By Ekaj on Friday, June 27, 2014 - 02:28

This is most definitely a bug on my end too, and also on my sister's Mac Book Air. We're both running Mavericks. However, I've found that if you type relatively fast like I do, words are echoed when pressing the Spacebar. But for those who don't type as fast or take their time, etc., I think this definitely should be addressed. I haven't yet tested this out with passwords, but it would be interesting to do so. What I'm also wondering is if the Word setting will fix the problem I've been having with stuttering speech, or at least reduce the occurrences of this.

By dvdmth on Friday, June 27, 2014 - 02:28

For a long time, Apple has assumed that a pause of a second or so means you have finished typing whatever you were intending to type.
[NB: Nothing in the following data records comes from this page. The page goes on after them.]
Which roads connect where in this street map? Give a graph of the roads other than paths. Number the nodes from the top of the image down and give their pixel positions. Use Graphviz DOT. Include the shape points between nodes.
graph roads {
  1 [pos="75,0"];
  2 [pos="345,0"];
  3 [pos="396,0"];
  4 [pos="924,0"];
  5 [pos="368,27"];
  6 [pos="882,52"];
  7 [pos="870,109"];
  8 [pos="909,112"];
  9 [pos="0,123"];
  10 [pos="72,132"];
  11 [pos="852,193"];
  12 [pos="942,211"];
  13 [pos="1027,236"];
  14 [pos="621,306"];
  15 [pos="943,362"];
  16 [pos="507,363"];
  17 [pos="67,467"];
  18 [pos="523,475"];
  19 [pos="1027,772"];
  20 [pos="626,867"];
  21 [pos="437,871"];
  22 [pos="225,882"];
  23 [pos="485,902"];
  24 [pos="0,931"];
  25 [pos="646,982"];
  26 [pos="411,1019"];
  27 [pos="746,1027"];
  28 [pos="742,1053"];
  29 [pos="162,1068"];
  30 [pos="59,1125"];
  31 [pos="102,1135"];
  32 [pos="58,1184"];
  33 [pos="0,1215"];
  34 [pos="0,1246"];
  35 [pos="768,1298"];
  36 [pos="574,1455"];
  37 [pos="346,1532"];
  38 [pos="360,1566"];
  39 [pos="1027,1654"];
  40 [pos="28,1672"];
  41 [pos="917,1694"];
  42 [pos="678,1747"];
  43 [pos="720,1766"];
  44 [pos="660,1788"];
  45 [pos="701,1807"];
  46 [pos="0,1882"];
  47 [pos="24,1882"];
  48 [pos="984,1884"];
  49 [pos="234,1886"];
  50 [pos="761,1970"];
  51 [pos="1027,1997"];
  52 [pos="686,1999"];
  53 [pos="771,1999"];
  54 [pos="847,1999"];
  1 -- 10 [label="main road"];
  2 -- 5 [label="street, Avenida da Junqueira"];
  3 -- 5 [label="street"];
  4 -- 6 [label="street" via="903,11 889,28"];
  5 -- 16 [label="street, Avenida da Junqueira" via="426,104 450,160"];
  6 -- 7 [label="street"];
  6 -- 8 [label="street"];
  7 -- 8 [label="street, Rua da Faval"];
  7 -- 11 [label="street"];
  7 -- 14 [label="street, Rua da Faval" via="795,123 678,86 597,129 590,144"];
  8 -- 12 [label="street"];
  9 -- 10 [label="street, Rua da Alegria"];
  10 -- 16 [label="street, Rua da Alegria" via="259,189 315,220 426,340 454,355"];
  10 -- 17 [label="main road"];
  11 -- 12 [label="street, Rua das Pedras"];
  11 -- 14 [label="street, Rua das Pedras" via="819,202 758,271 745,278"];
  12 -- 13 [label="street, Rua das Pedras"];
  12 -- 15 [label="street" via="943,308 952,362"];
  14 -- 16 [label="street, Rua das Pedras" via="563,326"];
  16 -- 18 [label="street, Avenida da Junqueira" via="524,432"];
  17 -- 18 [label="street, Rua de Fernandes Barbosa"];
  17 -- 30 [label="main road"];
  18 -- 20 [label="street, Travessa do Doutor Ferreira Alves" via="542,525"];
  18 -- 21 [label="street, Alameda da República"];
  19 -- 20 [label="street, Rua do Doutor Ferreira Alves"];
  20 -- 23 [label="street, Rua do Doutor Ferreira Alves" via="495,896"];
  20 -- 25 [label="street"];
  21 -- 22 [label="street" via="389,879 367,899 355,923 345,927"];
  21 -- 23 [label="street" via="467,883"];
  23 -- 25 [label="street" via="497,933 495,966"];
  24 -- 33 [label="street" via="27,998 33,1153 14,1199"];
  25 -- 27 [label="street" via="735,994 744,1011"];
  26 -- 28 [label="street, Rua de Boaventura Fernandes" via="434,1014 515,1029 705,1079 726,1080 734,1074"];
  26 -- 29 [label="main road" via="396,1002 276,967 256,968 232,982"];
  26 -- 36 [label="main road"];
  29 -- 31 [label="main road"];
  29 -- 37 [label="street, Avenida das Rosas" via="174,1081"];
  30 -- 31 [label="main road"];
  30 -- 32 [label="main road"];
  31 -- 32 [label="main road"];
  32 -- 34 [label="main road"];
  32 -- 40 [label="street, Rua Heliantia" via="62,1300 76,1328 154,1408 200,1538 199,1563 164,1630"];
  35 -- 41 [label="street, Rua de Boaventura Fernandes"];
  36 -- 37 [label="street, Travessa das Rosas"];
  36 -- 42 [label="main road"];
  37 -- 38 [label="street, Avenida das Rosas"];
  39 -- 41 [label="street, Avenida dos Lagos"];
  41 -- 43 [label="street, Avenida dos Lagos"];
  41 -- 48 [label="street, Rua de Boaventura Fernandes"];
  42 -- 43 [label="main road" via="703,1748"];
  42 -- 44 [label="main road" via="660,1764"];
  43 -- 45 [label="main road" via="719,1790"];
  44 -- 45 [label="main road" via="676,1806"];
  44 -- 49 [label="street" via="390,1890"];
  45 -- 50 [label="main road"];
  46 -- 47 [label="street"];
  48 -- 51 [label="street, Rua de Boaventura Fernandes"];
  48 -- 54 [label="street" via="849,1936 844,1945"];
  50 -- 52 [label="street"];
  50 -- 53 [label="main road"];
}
For example, in the Finder you can type a portion of a file name to jump to it. Apple moves the focus to the item about a second after you stop typing, so if you pause for a second, then continue, you will end up jumping to the wrong file because Apple thinks you are starting to type a new file name instead of continuing. Also, when using the search box to filter the list of items, in iTunes for example, the filtering takes place a second after you stop typing into the search box. That's the Apple way, and VoiceOver speaking the word a second after you stop is consistent with this behavior.

When I first learned VoiceOver, I noticed that very behavior with typing echo, and I thought it was perfectly natural, because I had been using Macs for many years prior, and it was in harmony with everything else I had experienced with the Mac interface. I'm not saying you should like it, or even that it should be that way in an ideal setting, but that is, in my opinion, precisely what Apple intended to do, and since it was their intent, it is not a bug by definition.

If you'd like this behavior changed, go ahead and contact Apple accessibility about it. I won't argue over that, as I'm sure the partial word echo can be annoying for slower typers. It personally doesn't bother me, but I'm a relatively fast typer.

By Ekaj on Friday, June 27, 2014 - 02:28

Thanks for shedding some light on this. I guess I was just not used to this behavior since after all this is my first Mac computer, but now that you've explained it it does indeed make sense.